Somos los hijos de padres que no fueron a terapia.

Somos los hijos de quienes hicieron lo mejor que pudieron con lo que tenían, navegando entre silencios que ocultaban lo que nunca se dijo, entre reglas que nunca se cuestionaron y emociones que se comprimieron hasta volverse invisibles.
Crecimos aprendiendo a leer gestos más que palabras, a sobrevivir en la incertidumbre de lo que no se expresaba y a encontrar sentido en lo que, para ellos, no tenía nombre.
Pero no estamos aquí para juzgar. Sabemos que cada generación carga con el peso de su propia historia. Nuestros padres también fueron hijos, formados en un tiempo donde la vulnerabilidad era un lujo y la introspección, un camino poco transitado. Donde las heridas no se nombraban, solo se sobrellevaban. Donde el amor se medía en sacrificios y el silencio era la forma de protegerse.
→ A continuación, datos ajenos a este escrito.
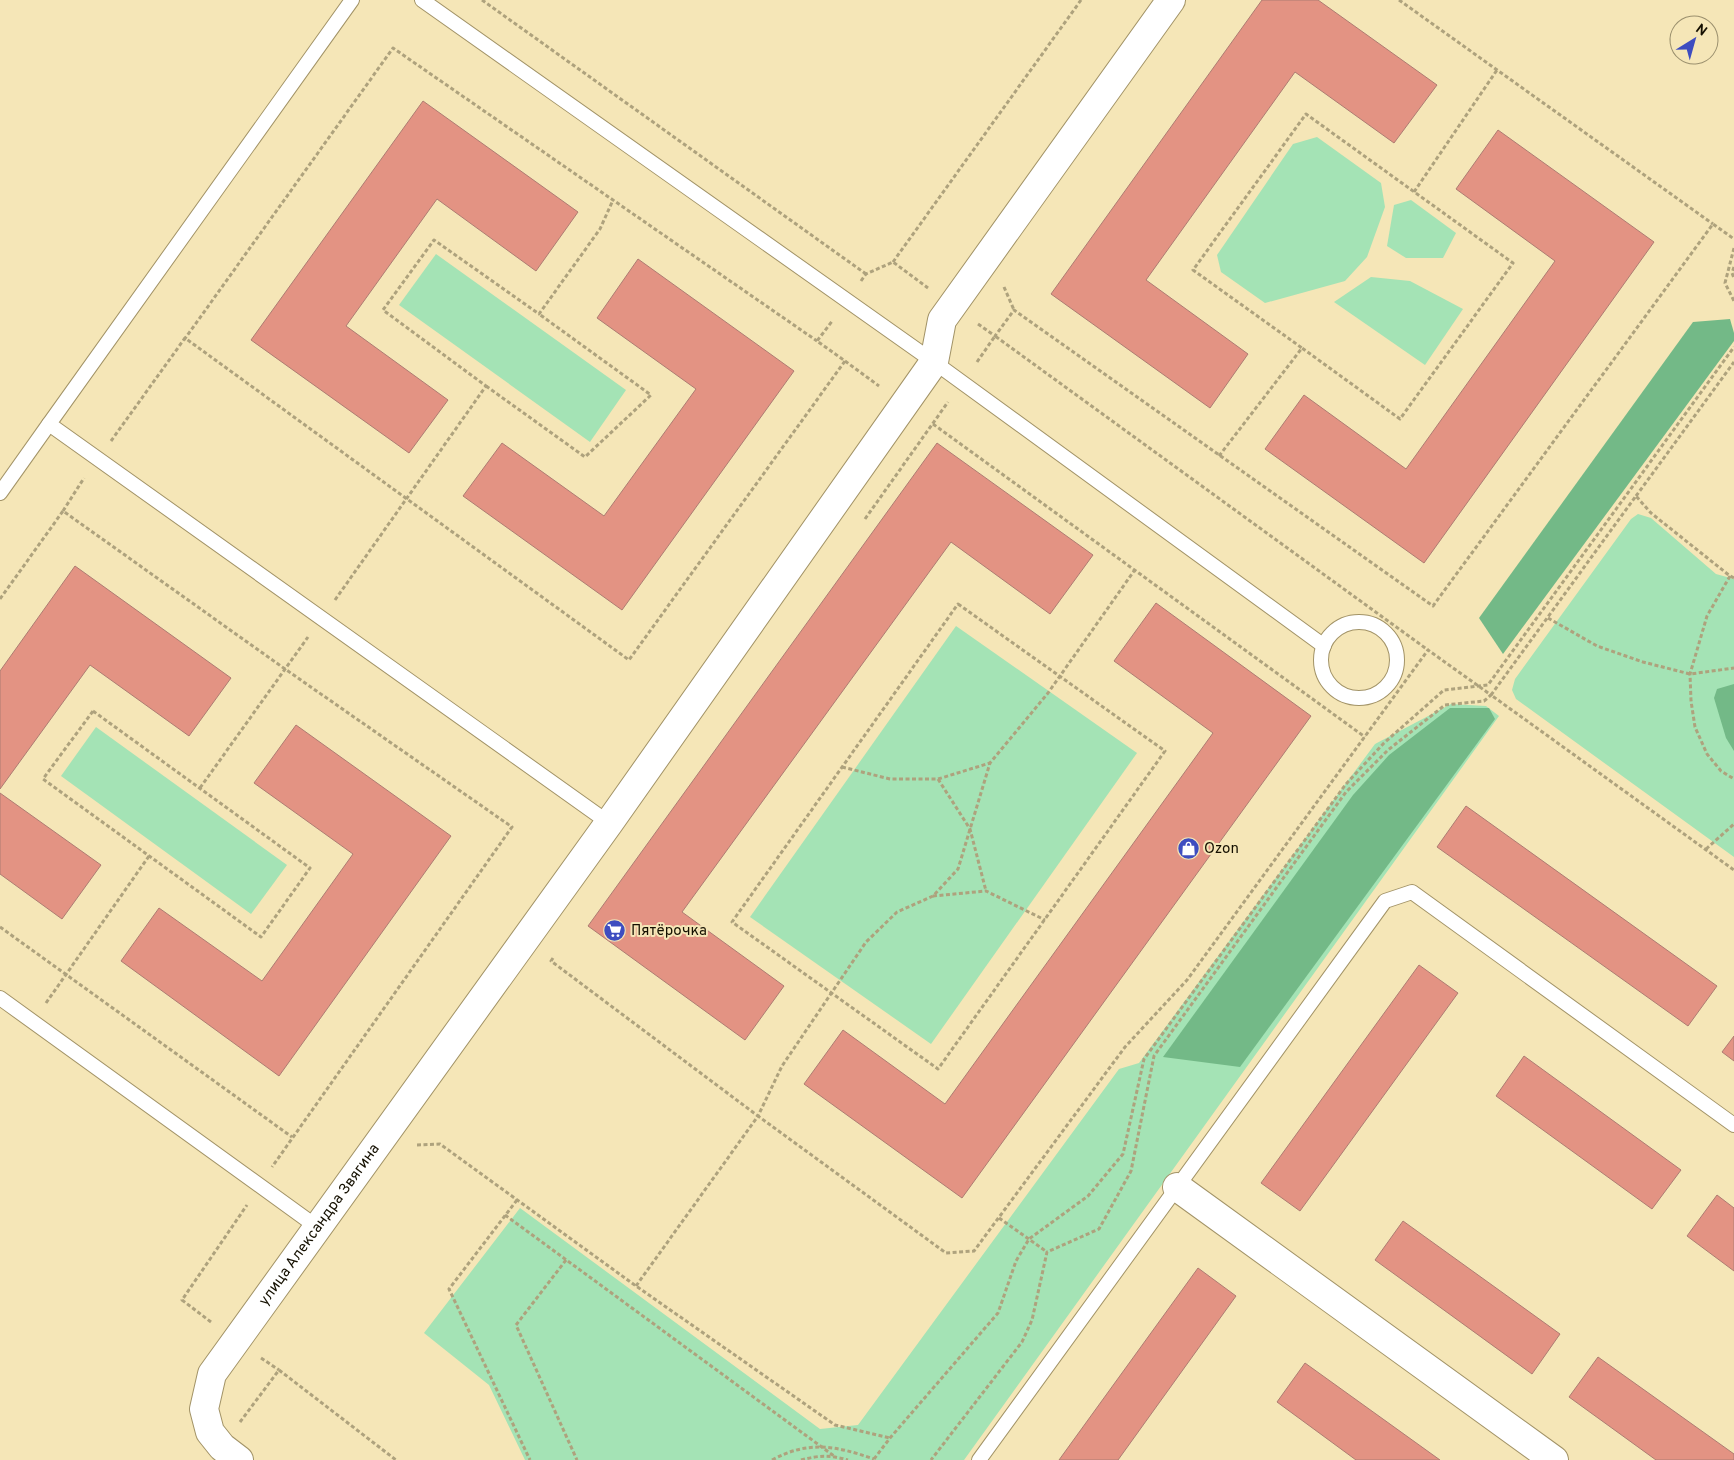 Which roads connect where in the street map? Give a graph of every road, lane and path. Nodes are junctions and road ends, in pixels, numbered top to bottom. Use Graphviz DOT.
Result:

Sin embargo, aquí estamos. No como víctimas, sino como herederos de una historia que elegimos transformar. Aprendiendo a nombrar lo innombrable, a reconocer los miedos que se nos heredaron sin culpa, y a darnos permiso de sentir sin miedo al juicio.
Sanar no es culpar. Es comprender que lo que recibimos fue lo que ellos supieron dar. Es mirar con compasión su historia y con responsabilidad la nuestra. Porque hemos elegido un camino distinto: trascender lo aprendido sin despreciarlo, construir sin destruir, honrar sin repetir.
Nos toca aceptar que no podemos cambiar el pasado, pero sí transformar su eco en nuestras vidas. Nos toca abrazar nuestras heridas con ternura, convertirlas en fuentes de sabiduría y permitirnos ser la generación que abra el camino a nuevas formas de amar, de vivir, de estar, de ser.
Somos los hijos de padres que no fueron a terapia, pero hemos decidido sanar, crecer y romper el ciclo con amor y conciencia.